Five proofs that the squrate root of 2 is irrational

This weekend I went through a few proofs that the square root of 2 is irrational.

  1. The elementary proof is the one that everyone sees. You assume
    that \(\sqrt{2}\) can be represented as \(\frac{p}{q}\) where \(p\)
    and \(q\) share no common factors, that is \(\gcd(p,q)=1\). By
    multiplying out both sides you're lead to the result that both
    \(p\) and \(q\) must have 2 as a factor. See
    Wikipedia for the proof.
  2. The second proof is a stronger result, and relies on the
    fundamental theorem of arithmetic to prove that \(\sqrt{p}\)
    where \(p\) is a prime number must be irrational.
  3. The third proof again relies on the fundamental theorem of
    arithmetic and states that \(\sqrt[k]{n}\), the k-th root of a
    number \(n\) that is not a perfect k-th power is irrational.
  4. The fourth proof is one that I hadn't seen before. It is
    elementary and of course Wikipedia has it.

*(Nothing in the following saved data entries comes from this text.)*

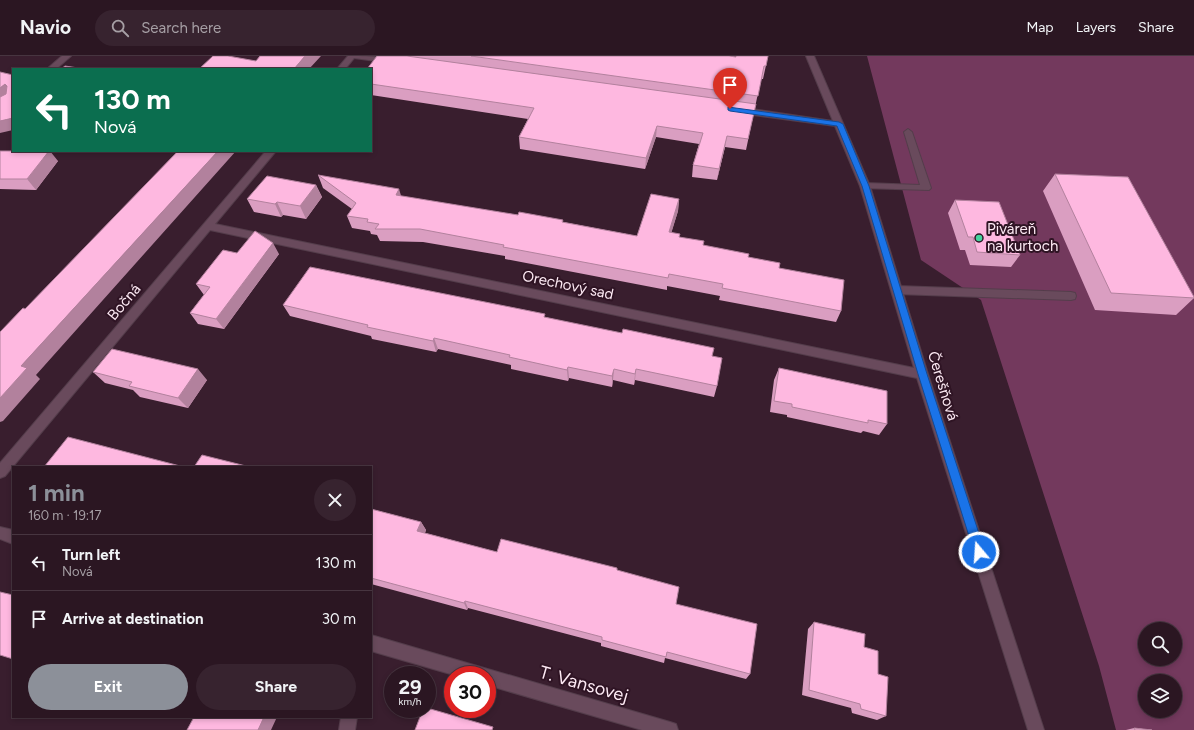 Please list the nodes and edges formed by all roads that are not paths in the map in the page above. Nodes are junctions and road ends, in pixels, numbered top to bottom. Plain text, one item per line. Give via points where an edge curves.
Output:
1 (67, 56) edge
2 (353, 56) edge
3 (810, 56) edge
4 (402, 63) edge
5 (52, 68) edge
6 (342, 68) edge
7 (730, 109) edge
8 (839, 124) junction
9 (908, 132) dead end
10 (270, 152) edge
11 (865, 186) junction
12 (208, 226) junction
13 (897, 290) junction
14 (1071, 296) dead end
15 (922, 374) junction
16 (0, 472) edge
17 (0, 533) edge
18 (12, 537) edge
19 (372, 643) edge
20 (449, 666) edge
21 (496, 680) edge
22 (349, 718) edge
23 (347, 730) edge
24 (670, 730) edge
25 (1036, 730) edge

1 - 5 street
2 - 4 street
2 - 6 street
3 - 8 street, Čerešňová
7 - 8 street
8 - 11 street, Čerešňová
9 - 11 street via 926,188
10 - 12 street, Bočná
11 - 13 street, Čerešňová
12 - 15 street, Orechový sad
12 - 16 street, Bočná
13 - 14 street
13 - 15 street, Čerešňová
15 - 25 street, Čerešňová
17 - 18 street
19 - 20 street
21 - 24 street, T. Vansovej
22 - 23 street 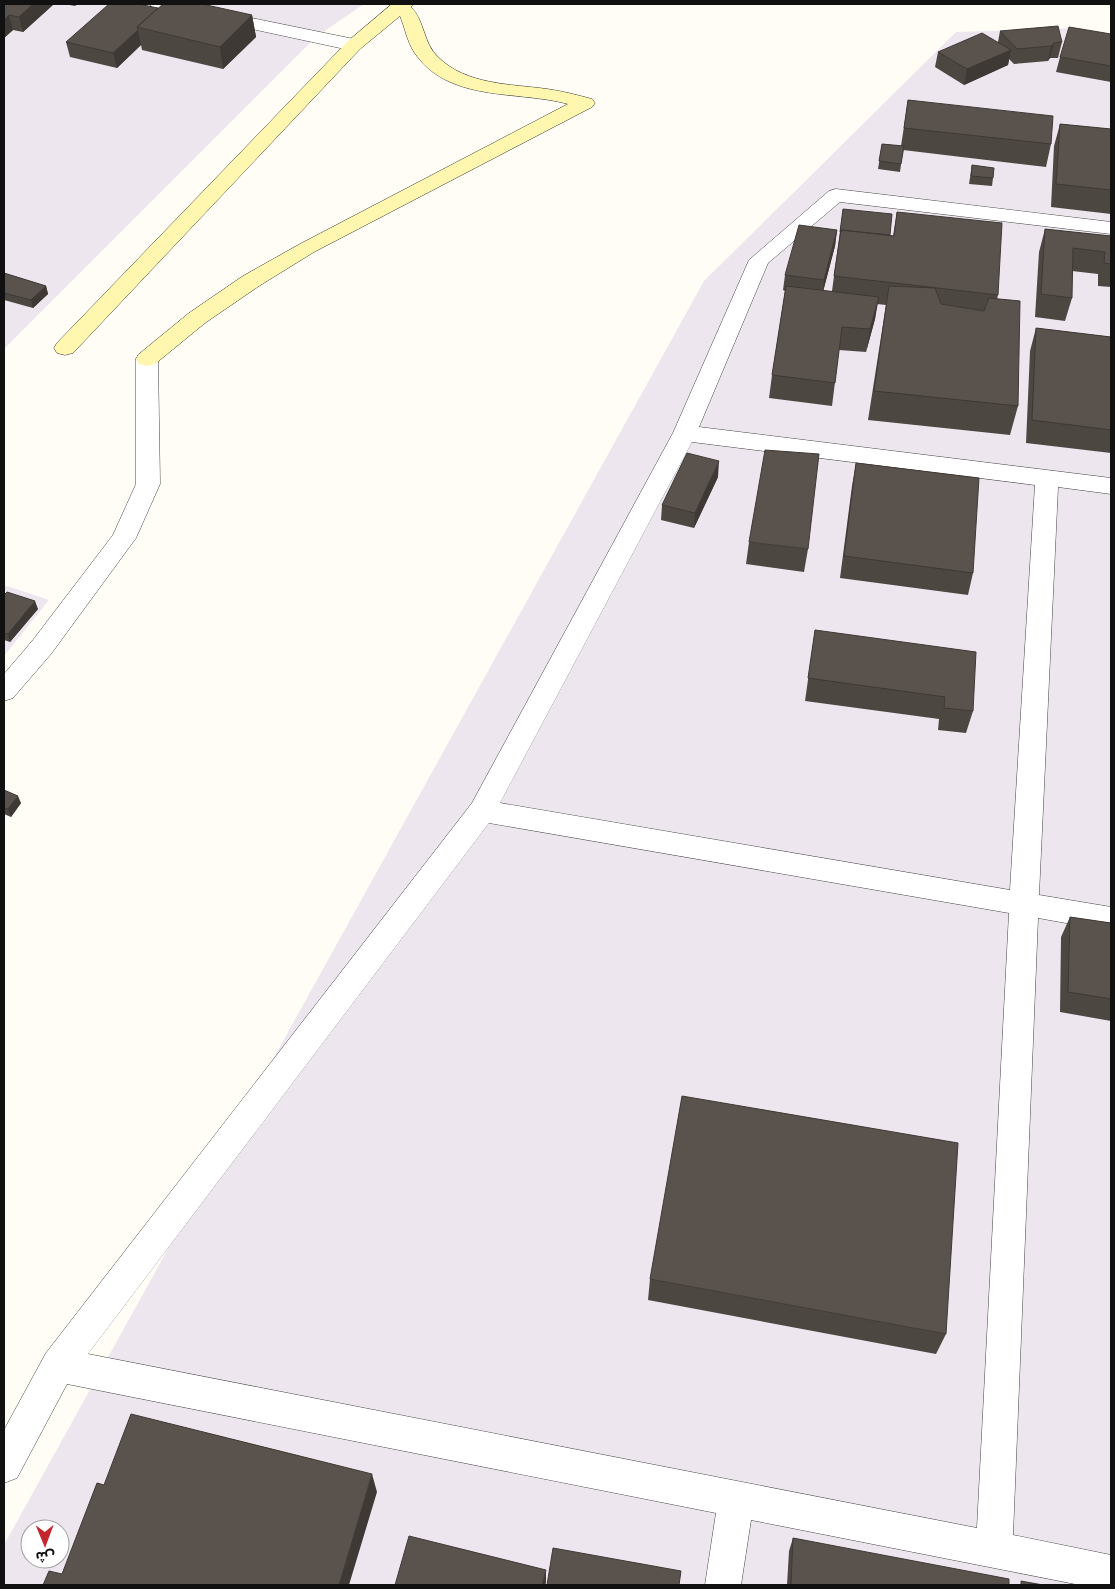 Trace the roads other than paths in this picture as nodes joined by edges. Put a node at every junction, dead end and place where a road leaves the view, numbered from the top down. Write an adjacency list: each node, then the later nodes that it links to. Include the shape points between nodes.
1 (159, 4): 3 (street)
2 (401, 5): 3 (main road); 6 (main road, via 411,19 425,55 456,76 485,86 570,97 585,103 307,248 197,318)
3 (354, 45): 5 (main road)
4 (1111, 228): 7 (street, via 836,195 759,260)
5 (65, 348)
6 (146, 359): 10 (street, via 148,484 124,538 42,647)
7 (685, 432): 8 (street); 11 (street)
8 (1047, 478): 9 (street); 12 (street)
9 (1111, 486)
10 (4, 691)
11 (482, 810): 12 (street); 14 (street)
12 (1024, 904): 13 (street); 17 (street)
13 (1111, 919)
14 (58, 1365): 15 (street); 16 (street)
15 (4, 1465)
16 (736, 1499): 17 (street); 19 (street)
17 (994, 1550): 18 (street)
18 (1111, 1573)
19 (722, 1585)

I like the one I found
    in Galois Theory by Ian Stewart:
    1. Assume that there exist integers a, b with \(b \neq 0\) such
      that \((a/b)^2=2\).
    2. Show that we may assume \(a,b > 0\).
    3. Observe that if such an expression exists, then there must be
      one in which \(b\) is as small as possible.
    4. Show that \((\frac{2b-a}{a-b})^2 = 2\).
    5. Show that \(2b-a>0,a-b>0\).
    6. Show that \(a-b<b\), a contradiction.
  5. The fifth proof uses the rational root theorem on the
    polynomial \(x^2-2=0\).